To watching in wonder as Pete Sampras vomited, served, vomited, hit forehand winner, vomited, wobbled, and still won a tennis match at the U.S. Open.

To Barcelona, where the first U.S. Dream Team improbably captured hearts because of Michael Jordan’s smile and Larry Bird’s courage and Magic Johnson’s grace and Charles Barkley’s goofiness. That’s the thing. You never know when sports will surprise you and that was a surprise, that enjoyment could come from an event where the result was so predetermined. Yes, of course, the Dream Team thundered to a gold medal, but who knew how cool it was to see athletes from other teams ask for Jordan’s autograph or how the president of Lithuania would sob in his country’s locker room after his tiny country beat Russia for the bronze medal?

Having been in Orange County only a couple of weeks, I’m getting a sense of something here.

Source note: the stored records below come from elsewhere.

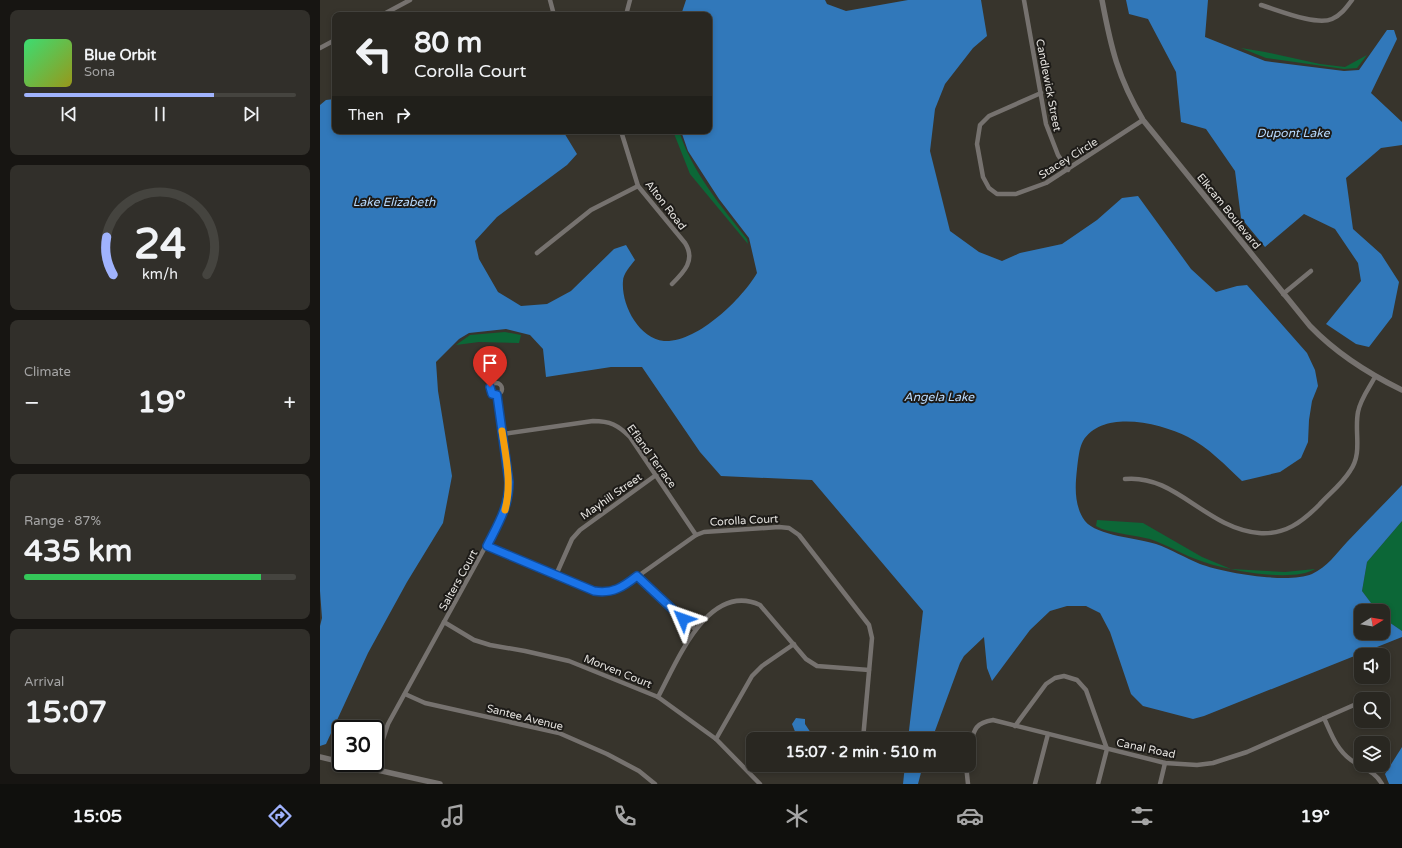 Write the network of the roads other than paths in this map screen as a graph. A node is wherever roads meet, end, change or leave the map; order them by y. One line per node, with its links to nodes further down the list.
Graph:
1 (410, 0): 8 (street)
2 (550, 0): 9 (street)
3 (630, 0): 10 (street)
4 (1024, 0): 13 (street, Candlewick Street)
5 (1102, 0): 14 (street, Elkcam Boulevard)
6 (1352, 0): 7 (street)
7 (1261, 5)
8 (388, 12)
9 (553, 12)
10 (627, 12)
11 (332, 42): 12 (street)
12 (320, 48)
13 (1041, 93): 16 (street, Candlewick Street); 16 (street, Stacey Circle)
14 (1143, 120): 16 (street, Stacey Circle); 21 (street, Elkcam Boulevard)
15 (622, 134): 17 (street, Alton Road)
16 (1068, 170)
17 (638, 186): 18 (street); 20 (street, Alton Road)
18 (537, 253)
19 (1311, 270): 21 (street)
20 (672, 284)
21 (1283, 294): 22 (street, Elkcam Boulevard)
22 (1375, 377): 23 (street, Elkcam Boulevard); 27 (street)
23 (1402, 390)
24 (497, 395): 25 (street, Salters Court)
25 (503, 434): 26 (street, Efland Terrace); 29 (street, Salters Court)
26 (656, 475): 28 (street, Efland Terrace); 30 (street, Mayhill Street)
27 (1124, 479)
28 (696, 535): 31 (street, Corolla Court); 35 (street, Corolla Court)
29 (487, 546): 30 (street, Corolla Court); 32 (street, Salters Court)
30 (556, 575): 31 (street, Corolla Court)
31 (637, 576): 33 (street)
32 (444, 622): 36 (street, Salters Court); 37 (street, Morven Court)
33 (694, 630): 34 (street); 37 (street)
34 (794, 644): 35 (street); 45 (street)
35 (869, 670): 41 (street, Corolla Court)
36 (405, 694): 44 (street, Salters Court); 53 (street, Santee Avenue)
37 (658, 697): 45 (street, Morven Court)
38 (1354, 705): 39 (street, Canal Road)
39 (1324, 718): 49 (street, Canal Road); 59 (street)
40 (1015, 726): 42 (street, Canal Road); 43 (street, Canal Road); 46 (street)
41 (864, 732)
42 (973, 732)
43 (1048, 734): 46 (street, Canal Road); 56 (street)
44 (384, 736)
45 (716, 739): 54 (street, Morven Court)
46 (1107, 749): 49 (street, Canal Road); 57 (street)
47 (320, 757): 48 (street)
48 (332, 760)
49 (1165, 763): 58 (street)
50 (384, 768): 52 (street)
51 (967, 772): 55 (street)
52 (440, 784)
53 (655, 784)
54 (760, 784)
55 (968, 784)
56 (1035, 784)
57 (1098, 784)
58 (1160, 784)
59 (1382, 784)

A sense of a charming baseball team that would never understand why two fans wouldn’t buy tickets for a big series in late September because they don’t understand that they aren’t supposed to be winning.

A team where the leading home-run hitter has 24, which is what Mark McGwire had last spring, wasn’t it? And no talk about how McGwire coulda been an Angel because he’s not, but then his team isn’t in a playoff race either. A team that seems to receive a major injury every day before lunch but then goes out and wins after dinner.

It is a team to be embraced totally and cheered unconditionally because it is a team. Nothing but a team. No egos, no stars, no single hero but many different heroes. What a great team to find, hidden away behind the glamour of the home-run hitters and the glitter of the New York Yankees and, yes, behind the nail-biting journey of those Cubs trying to hang on for dear life to a wild-card spot.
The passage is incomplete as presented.